Ex-Razorback Brewer donates to UA African-American studies
by Dustin Tracy, Northwest Arkansas Times
Former Razorback and Fayetteville High School basketball standout Ronnie Brewer shared his success with future University of Arkansas students on Wednesday. Brewer, who is going into his third season with the National Basketball Association’s Utah Jazz, donated $ 50, 000 to the African-American studies program in the J. William Fulbright College of Arts and Sciences.
“Without this bridge, I could not have gone across to my dreams,” Brewer explained when asked why he was giving back to his alma mater.
Charles Robinson, director of the program, said that the money would go towards a scholarship endowment for minority students.
“We’re really proud of Ronnie’s donation,” Robinson said. “We hope that other (past UA ) athletes will follow Ronnie’s foot steps and give to this program or other programs.”
Brewer played basketball for three years for the Razorbacks until 2006 when he was selected by the Jazz as a number 14 draft pick. He said he was working on a degree in broadcast journalism while attending school. He said when he decided to enter the NBA draft, his mother made him promise he would finish school in his time off.
“I have about 40 hours left,” Brewer said.
He added that he originally was going to major in English but after talking with counselors and teachers he decided he wanted more options than ” writing papers and teaching “when he graduated. So he switched to broadcast journalism because he felt it gave him more options for the future. He’s not taking online courses and summer classes to finish that degree.
Brewer said that as fun as athletics is, he doesn’t think he’d be where he was without his education.
“It starts academically. All athletes wouldn’t even be on the field or on the court if it weren’t for academics,” Brewer said.
The African-American studies program has a bit of a history. Robinson said it was established in 1969 but dwindled for many years due to lack of support. In 2004 Robinson said the university finally gave the program targeted funding. Since that time enrollment in the program has tripled. Robinson said that once the university made the program a priority it assured all those involved that the African-American studies program was a per- manent part of the UA’s landscape and community.

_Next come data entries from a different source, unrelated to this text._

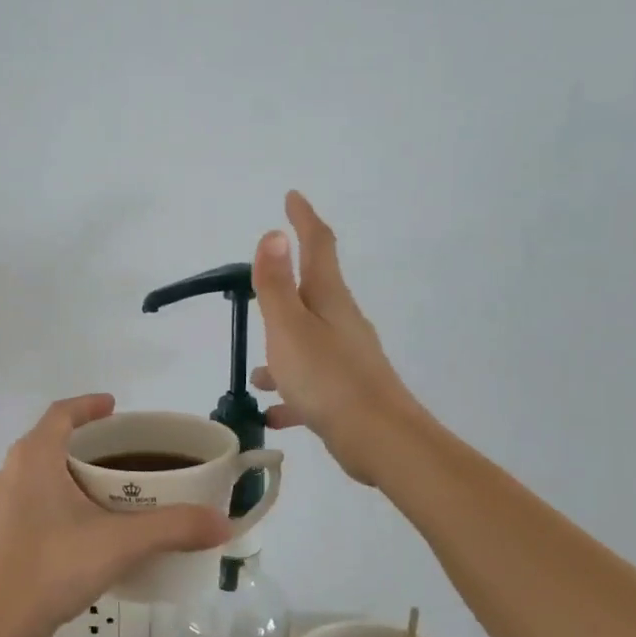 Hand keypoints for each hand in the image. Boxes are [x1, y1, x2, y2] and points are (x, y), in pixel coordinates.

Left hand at [0, 394, 231, 636]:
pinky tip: (83, 529)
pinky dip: (58, 501)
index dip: (88, 405)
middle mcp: (10, 473)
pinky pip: (32, 503)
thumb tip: (222, 523)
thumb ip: (173, 528)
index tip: (114, 406)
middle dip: (85, 442)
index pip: (61, 413)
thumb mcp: (120, 543)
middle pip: (49, 442)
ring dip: (70, 473)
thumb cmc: (53, 566)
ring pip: (38, 474)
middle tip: (122, 453)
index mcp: (34, 458)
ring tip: (107, 490)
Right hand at [251, 191, 427, 486]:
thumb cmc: (327, 378)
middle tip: (261, 285)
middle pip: (313, 294)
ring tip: (256, 374)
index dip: (304, 220)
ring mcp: (347, 359)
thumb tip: (274, 234)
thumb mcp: (289, 327)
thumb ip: (276, 284)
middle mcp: (342, 323)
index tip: (292, 198)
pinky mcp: (347, 393)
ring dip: (281, 351)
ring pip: (306, 344)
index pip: (318, 246)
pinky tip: (273, 414)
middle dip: (287, 287)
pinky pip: (310, 385)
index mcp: (329, 299)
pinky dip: (290, 393)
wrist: (379, 439)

Robinson said that Brewer’s donation was the second $ 50, 000 donation the program’s seen this year. It received another donation earlier this summer from the CDI Corporation in Little Rock. He said he’d like to continue to utilize the university’s talent for fundraising and grow the endowment to as much as $ 1 million.
“Dr. (Martin Luther ) King Jr. said, ‘ I have a dream. ‘ Well, we not only have a dream, now we have a plan,” Robinson said.